[Material for this task — start]

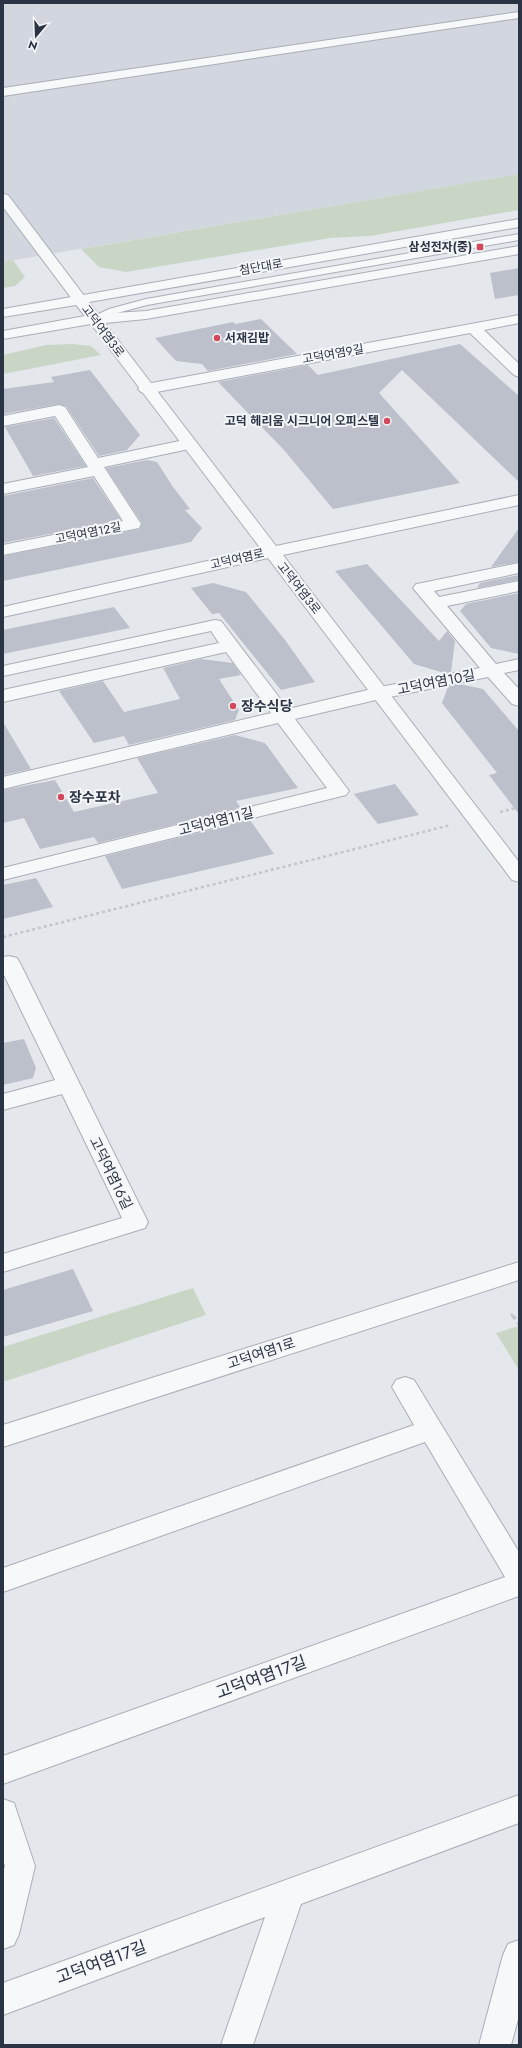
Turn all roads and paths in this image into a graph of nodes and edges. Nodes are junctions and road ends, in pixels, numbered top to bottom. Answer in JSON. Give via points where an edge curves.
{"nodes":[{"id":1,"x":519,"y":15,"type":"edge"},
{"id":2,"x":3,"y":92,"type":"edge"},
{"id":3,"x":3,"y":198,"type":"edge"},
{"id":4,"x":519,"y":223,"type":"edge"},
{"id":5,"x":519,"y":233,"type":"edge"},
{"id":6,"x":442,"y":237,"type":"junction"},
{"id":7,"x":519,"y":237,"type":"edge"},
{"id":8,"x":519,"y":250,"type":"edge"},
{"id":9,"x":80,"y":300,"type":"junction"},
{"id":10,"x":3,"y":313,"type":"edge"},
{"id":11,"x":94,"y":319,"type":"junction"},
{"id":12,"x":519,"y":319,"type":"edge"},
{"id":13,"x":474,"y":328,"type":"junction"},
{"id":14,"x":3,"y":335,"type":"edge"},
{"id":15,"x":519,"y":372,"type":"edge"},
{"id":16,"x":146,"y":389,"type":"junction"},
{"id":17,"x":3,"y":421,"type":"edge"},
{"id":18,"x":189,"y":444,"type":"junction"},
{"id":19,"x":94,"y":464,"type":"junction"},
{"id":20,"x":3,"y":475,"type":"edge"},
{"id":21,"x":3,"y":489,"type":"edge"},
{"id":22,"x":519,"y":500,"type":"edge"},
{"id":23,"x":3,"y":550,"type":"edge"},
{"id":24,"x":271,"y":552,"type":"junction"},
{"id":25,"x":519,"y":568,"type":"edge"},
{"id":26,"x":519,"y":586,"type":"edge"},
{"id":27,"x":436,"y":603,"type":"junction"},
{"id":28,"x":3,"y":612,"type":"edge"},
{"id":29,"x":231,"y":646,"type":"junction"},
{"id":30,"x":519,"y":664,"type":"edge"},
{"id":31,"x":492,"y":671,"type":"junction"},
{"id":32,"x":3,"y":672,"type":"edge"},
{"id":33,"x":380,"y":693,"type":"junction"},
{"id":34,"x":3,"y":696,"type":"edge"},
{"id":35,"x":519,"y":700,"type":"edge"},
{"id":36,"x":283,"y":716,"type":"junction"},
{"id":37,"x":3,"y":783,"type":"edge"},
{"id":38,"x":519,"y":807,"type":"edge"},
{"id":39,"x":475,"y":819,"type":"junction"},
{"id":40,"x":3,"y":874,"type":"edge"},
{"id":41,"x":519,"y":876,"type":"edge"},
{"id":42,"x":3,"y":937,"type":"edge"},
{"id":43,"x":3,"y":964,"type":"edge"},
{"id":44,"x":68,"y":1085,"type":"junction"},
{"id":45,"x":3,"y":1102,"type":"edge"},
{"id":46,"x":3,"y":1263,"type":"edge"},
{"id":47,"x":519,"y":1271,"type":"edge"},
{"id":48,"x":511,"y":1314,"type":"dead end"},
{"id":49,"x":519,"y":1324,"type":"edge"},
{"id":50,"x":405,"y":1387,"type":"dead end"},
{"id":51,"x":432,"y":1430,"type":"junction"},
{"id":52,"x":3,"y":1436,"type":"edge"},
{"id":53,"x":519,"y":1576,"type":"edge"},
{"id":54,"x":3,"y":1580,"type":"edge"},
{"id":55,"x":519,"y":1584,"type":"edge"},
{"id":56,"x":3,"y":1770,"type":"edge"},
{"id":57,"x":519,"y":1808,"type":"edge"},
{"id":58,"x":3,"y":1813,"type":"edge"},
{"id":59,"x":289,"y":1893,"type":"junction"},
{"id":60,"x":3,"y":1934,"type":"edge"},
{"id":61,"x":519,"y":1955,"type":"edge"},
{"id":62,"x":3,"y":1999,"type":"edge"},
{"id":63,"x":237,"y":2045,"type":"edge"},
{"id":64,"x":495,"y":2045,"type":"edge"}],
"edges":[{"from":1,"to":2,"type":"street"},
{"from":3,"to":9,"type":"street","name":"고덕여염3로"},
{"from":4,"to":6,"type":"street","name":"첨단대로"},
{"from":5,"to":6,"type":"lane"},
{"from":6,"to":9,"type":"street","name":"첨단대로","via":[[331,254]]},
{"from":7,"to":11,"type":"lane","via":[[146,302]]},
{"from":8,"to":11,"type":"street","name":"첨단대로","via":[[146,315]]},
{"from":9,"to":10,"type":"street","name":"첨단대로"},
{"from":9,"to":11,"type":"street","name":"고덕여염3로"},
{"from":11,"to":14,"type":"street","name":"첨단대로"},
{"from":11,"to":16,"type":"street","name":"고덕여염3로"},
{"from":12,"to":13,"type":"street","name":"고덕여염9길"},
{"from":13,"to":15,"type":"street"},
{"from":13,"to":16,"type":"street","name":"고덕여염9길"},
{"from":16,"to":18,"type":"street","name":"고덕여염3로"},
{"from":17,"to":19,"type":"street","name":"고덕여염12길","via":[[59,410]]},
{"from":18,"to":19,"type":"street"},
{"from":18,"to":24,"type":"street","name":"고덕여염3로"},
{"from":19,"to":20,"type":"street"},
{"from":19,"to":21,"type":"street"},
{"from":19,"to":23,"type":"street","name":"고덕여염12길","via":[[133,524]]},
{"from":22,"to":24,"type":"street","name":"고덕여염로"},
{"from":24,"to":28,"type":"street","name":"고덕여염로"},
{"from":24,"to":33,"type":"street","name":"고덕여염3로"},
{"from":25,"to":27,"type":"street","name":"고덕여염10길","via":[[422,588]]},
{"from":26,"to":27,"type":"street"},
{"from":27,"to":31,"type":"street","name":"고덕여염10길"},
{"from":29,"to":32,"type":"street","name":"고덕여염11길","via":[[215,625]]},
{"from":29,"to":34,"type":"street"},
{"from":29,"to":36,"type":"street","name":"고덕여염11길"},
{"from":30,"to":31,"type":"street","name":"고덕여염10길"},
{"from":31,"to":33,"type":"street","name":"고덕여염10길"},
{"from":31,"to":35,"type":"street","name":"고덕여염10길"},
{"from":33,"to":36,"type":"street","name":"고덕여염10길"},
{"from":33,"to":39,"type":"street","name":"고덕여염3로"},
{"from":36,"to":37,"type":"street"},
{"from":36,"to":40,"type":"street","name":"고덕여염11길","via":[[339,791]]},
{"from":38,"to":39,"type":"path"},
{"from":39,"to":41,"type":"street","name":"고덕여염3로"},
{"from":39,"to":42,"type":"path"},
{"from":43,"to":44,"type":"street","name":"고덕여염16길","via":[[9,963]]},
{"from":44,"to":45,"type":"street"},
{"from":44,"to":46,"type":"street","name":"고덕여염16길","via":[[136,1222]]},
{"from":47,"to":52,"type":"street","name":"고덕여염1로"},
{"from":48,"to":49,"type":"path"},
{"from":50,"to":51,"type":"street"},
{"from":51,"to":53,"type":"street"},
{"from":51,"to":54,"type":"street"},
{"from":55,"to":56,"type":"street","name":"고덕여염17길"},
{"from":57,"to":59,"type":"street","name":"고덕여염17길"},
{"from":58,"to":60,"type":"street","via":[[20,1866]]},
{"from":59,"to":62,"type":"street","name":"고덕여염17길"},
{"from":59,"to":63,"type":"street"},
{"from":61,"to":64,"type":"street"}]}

[Material for this task — finish]

## [Task to carry out]
In the lines above, spot each one that contains the word "lane" and copy it.

## [Exercise answer]
{"from":5,"to":6,"type":"lane"},
{"from":7,"to":11,"type":"lane","via":[[146,302]]},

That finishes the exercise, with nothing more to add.